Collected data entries
▬▬▬▬▬▬

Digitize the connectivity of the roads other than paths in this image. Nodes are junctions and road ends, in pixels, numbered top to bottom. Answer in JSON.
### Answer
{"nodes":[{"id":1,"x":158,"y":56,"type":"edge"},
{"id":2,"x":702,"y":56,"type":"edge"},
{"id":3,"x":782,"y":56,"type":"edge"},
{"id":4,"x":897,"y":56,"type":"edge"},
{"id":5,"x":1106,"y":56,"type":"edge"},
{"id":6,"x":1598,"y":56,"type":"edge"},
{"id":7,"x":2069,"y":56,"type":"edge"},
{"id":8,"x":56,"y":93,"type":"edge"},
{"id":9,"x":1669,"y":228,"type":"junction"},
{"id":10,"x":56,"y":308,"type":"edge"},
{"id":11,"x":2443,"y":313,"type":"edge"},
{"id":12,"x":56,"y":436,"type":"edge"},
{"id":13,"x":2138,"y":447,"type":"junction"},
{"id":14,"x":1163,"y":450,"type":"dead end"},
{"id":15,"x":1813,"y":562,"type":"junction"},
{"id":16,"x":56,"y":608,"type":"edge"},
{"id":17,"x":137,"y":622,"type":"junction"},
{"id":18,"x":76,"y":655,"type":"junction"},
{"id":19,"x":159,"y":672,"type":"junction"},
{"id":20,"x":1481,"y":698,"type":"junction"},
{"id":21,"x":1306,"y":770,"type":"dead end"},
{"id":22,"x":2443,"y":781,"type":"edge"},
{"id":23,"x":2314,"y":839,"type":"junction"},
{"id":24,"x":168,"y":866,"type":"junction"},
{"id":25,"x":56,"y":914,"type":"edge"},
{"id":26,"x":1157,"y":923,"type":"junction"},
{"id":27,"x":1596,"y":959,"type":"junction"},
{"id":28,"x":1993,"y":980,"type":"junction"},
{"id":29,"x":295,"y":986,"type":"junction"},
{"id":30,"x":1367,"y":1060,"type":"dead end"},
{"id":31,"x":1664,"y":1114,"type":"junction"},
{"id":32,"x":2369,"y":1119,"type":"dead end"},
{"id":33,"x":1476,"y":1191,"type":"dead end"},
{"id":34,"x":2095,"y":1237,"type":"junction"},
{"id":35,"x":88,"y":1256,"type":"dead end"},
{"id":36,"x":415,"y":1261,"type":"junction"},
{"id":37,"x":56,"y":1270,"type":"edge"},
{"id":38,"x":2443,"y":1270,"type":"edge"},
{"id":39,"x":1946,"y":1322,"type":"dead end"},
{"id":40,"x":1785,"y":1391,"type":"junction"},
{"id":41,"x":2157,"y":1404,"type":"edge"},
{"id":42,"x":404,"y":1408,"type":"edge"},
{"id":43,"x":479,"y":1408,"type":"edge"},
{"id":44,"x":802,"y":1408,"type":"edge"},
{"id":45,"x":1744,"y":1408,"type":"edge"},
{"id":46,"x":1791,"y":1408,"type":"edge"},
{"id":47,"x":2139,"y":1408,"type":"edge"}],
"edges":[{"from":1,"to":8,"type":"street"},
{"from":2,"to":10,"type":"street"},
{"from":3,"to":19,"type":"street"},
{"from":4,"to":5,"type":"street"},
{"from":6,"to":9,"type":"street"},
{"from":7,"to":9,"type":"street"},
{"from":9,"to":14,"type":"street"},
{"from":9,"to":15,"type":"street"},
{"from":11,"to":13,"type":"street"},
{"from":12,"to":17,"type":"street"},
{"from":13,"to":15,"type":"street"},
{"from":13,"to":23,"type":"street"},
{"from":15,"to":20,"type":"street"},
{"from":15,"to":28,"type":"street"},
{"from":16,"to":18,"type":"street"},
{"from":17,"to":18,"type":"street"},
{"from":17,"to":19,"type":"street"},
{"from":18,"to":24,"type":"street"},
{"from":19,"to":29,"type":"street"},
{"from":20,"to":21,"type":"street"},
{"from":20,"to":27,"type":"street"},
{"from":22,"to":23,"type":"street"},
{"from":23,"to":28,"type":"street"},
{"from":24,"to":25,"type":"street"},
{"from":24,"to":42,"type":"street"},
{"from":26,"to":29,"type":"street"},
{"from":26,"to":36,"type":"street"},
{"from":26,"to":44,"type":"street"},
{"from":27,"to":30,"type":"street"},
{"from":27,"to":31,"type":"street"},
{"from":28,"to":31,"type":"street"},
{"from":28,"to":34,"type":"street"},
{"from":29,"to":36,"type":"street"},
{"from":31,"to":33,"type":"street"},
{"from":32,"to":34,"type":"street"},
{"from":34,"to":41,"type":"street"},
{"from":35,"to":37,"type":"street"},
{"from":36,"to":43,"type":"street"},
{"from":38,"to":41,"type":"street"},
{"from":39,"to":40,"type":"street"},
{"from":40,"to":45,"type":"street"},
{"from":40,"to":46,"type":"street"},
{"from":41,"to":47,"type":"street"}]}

▬▬▬▬▬▬

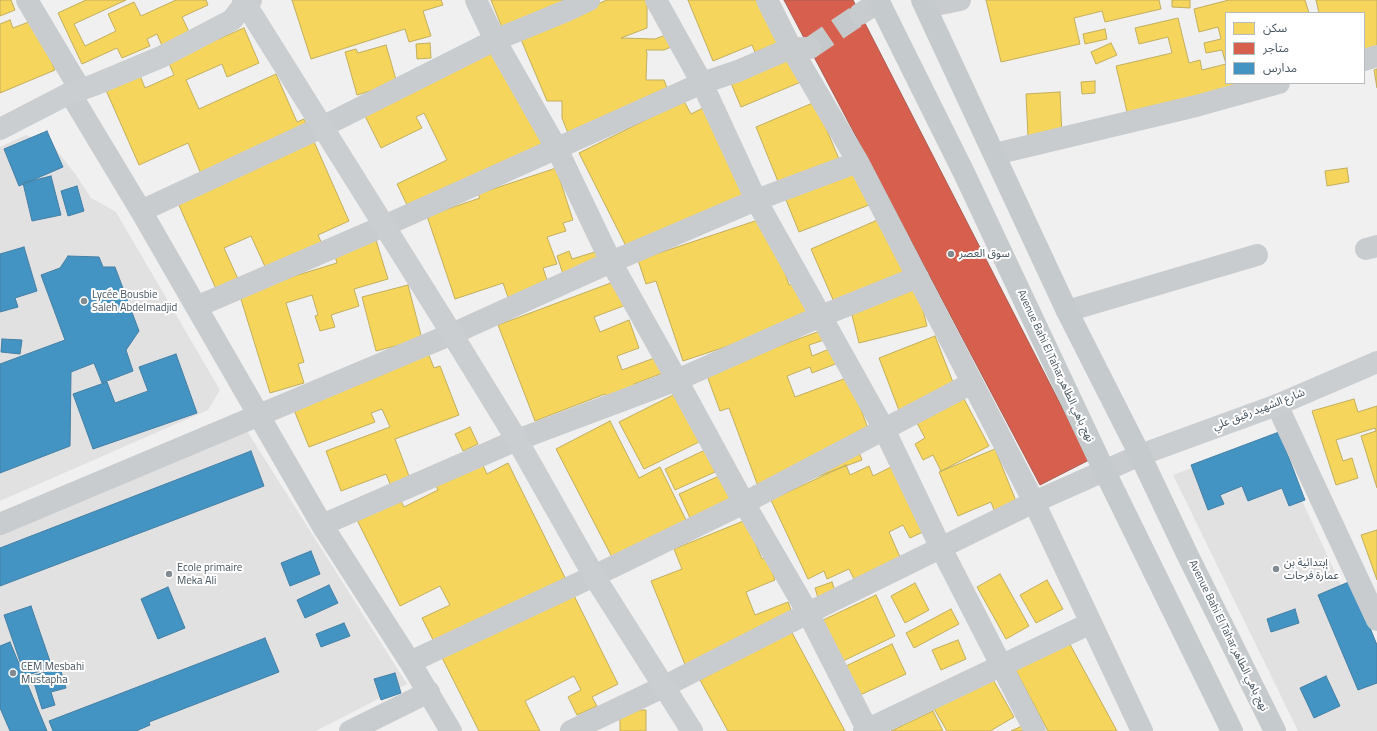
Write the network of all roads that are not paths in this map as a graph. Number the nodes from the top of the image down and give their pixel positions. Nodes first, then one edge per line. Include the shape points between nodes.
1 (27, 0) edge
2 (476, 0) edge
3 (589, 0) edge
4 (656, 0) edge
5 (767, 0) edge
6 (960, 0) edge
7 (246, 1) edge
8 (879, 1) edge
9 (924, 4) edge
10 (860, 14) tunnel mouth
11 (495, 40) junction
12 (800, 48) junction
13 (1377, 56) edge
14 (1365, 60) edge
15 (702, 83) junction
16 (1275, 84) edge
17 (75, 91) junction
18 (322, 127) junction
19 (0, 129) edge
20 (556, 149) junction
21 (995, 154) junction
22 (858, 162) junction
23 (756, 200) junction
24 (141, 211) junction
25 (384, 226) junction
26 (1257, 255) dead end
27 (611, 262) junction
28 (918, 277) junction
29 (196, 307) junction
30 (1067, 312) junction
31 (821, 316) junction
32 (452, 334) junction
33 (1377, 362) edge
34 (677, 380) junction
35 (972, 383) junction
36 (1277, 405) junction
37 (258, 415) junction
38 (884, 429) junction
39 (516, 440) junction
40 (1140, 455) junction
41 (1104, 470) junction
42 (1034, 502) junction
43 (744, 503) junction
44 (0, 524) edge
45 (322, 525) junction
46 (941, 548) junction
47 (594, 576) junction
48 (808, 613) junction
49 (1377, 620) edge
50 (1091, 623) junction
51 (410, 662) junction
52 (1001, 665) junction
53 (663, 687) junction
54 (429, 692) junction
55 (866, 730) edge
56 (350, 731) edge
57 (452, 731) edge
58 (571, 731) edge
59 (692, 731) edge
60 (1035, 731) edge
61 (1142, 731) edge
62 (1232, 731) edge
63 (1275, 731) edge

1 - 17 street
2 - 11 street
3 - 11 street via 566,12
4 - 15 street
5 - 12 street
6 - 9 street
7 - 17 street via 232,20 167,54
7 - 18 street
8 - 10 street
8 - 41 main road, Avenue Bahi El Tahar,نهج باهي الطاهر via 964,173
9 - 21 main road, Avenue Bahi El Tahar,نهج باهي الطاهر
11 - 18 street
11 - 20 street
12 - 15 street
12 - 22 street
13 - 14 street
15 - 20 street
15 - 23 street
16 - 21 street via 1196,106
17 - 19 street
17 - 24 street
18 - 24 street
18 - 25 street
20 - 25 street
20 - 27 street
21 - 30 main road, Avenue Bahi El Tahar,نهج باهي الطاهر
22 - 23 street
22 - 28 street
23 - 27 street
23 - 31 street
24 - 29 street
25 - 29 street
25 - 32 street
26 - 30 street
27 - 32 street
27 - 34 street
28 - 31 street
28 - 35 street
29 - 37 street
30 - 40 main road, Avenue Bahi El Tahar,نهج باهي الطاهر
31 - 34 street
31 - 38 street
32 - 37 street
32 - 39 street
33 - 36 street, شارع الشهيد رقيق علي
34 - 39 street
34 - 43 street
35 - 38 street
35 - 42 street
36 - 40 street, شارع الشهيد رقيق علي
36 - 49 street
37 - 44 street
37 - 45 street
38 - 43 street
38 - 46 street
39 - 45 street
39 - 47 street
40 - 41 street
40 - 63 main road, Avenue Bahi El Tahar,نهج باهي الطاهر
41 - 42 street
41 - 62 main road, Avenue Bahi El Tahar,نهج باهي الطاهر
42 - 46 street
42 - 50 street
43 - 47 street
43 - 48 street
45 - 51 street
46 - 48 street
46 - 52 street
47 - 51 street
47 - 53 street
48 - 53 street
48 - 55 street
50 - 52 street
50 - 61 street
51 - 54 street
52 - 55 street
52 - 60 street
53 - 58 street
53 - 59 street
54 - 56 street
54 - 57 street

▬▬▬▬▬▬

WHAT THE TASK ASKS
Which of the lines above hold the string "Tahar"? Copy each one.

EXERCISE RESPONSE
8 - 41 main road, Avenue Bahi El Tahar,نهج باهي الطاهر via 964,173
9 - 21 main road, Avenue Bahi El Tahar,نهج باهي الطاهر
21 - 30 main road, Avenue Bahi El Tahar,نهج باهي الطاهر
30 - 40 main road, Avenue Bahi El Tahar,نهج باهي الطاهر
40 - 63 main road, Avenue Bahi El Tahar,نهج باهي الطاهر
41 - 62 main road, Avenue Bahi El Tahar,نهج باهي الطاهر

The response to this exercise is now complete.